---- Task inputs

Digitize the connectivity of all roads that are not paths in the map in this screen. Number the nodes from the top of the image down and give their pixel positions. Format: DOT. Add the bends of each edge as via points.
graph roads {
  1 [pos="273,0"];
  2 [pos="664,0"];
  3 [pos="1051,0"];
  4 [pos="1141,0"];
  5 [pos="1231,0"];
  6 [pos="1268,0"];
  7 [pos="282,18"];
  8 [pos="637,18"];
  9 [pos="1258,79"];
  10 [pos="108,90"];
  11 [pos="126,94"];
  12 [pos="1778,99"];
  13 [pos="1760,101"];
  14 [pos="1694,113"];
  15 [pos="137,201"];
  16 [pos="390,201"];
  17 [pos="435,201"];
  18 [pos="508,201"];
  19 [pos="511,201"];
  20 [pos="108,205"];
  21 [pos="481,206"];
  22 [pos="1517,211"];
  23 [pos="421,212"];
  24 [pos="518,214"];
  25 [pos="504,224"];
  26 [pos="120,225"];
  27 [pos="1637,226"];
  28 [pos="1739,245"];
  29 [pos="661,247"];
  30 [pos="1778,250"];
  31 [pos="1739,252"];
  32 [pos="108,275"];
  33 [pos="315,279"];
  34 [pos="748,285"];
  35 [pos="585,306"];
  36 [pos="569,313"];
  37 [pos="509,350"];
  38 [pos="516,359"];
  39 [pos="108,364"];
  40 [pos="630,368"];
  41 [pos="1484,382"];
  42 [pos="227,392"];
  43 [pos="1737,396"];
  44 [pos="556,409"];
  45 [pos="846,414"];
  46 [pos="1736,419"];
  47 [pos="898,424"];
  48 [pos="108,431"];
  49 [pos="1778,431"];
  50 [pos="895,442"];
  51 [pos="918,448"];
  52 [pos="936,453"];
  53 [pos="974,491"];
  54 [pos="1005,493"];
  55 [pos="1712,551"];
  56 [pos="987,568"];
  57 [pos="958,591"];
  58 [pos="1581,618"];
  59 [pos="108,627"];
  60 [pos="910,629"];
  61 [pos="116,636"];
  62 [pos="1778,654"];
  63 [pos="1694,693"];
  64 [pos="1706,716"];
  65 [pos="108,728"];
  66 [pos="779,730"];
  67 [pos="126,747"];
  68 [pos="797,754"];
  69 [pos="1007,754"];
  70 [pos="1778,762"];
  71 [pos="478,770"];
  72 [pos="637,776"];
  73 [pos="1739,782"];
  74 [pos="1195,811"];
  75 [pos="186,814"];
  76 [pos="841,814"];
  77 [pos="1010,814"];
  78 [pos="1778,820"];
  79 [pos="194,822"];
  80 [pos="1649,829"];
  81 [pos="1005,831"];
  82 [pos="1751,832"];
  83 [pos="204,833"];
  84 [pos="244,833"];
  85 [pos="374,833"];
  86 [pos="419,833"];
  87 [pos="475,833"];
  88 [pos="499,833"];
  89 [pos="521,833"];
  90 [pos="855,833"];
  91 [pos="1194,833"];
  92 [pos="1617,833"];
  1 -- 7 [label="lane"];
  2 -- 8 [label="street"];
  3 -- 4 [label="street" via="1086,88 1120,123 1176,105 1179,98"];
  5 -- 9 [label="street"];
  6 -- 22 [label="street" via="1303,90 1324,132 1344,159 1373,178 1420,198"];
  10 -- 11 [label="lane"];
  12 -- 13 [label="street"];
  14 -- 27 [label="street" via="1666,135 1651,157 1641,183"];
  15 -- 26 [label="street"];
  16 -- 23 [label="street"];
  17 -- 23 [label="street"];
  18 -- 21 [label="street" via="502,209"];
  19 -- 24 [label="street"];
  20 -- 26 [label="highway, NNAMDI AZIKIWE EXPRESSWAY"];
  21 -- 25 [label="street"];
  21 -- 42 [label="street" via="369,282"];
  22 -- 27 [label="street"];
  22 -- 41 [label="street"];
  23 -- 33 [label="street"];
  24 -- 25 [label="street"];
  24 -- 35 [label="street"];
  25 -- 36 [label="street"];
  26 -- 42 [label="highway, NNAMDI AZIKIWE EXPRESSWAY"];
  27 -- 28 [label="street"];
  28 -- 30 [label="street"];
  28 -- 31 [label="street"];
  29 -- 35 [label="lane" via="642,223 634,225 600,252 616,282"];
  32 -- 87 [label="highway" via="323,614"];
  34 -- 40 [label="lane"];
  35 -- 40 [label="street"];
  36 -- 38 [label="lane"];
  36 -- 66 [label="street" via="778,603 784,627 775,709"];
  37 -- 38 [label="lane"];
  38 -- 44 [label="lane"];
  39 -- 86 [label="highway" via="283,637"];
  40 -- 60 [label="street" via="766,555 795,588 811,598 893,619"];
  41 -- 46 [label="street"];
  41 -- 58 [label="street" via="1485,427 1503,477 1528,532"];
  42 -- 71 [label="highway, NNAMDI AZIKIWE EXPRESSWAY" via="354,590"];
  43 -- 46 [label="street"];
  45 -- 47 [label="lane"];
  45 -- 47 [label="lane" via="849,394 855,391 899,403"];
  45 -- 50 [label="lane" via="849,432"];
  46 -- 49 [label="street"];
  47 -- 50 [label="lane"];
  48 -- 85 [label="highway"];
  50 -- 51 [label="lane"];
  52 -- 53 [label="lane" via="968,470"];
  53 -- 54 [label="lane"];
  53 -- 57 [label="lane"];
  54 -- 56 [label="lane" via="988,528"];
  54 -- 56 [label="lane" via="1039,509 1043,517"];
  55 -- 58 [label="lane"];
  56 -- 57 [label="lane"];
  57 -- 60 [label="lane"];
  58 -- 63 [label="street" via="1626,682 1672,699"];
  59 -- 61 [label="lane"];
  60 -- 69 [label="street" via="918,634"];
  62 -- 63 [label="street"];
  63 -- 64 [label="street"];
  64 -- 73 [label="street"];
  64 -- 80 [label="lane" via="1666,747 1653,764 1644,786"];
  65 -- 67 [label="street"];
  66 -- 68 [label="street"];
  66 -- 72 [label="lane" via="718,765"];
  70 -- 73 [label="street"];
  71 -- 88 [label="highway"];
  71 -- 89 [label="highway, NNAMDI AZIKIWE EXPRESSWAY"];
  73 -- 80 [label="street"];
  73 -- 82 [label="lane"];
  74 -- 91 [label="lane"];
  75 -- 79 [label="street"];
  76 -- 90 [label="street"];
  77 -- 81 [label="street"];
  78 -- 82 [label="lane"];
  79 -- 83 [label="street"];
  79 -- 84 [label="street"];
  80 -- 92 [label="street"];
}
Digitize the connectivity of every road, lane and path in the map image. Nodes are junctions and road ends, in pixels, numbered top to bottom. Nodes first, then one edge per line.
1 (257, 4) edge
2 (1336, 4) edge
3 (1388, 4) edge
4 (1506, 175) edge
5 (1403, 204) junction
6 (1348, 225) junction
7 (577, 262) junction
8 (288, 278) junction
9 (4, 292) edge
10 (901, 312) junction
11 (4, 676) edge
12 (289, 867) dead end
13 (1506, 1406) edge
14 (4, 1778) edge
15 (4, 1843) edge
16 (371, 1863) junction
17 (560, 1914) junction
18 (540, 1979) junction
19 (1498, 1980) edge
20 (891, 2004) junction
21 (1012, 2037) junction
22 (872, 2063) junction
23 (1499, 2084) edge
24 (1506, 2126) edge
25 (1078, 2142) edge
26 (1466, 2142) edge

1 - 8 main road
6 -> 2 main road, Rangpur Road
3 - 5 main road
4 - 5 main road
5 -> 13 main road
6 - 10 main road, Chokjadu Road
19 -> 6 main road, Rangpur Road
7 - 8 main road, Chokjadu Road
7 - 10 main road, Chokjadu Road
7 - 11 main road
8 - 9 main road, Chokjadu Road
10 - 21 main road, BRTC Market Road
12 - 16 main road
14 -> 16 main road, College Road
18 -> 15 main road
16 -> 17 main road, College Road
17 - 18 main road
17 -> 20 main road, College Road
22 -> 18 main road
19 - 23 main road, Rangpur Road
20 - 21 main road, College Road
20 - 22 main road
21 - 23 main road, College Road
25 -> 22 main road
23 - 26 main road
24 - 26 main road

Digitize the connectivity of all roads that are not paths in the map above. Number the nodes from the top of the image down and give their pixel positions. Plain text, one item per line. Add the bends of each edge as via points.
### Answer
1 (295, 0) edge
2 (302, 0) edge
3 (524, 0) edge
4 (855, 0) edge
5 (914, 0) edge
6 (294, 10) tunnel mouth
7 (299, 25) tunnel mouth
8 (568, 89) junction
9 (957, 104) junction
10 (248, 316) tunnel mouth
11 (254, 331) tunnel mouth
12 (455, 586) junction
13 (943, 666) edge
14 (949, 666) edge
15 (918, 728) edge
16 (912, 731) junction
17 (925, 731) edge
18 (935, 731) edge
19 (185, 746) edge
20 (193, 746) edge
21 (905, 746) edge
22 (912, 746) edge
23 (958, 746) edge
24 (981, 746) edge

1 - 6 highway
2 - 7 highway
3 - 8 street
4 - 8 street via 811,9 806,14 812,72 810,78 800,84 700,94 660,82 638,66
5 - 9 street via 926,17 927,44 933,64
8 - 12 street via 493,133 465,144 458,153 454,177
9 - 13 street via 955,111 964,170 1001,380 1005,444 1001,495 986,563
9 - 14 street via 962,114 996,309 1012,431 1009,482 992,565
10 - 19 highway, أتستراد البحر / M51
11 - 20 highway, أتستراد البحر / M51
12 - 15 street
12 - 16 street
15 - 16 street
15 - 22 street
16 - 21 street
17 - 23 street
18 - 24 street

--------

=== Work order ===
Write the number of lines in the data above that contain the word "roads", and add nothing to it.

=== Written solution ===
3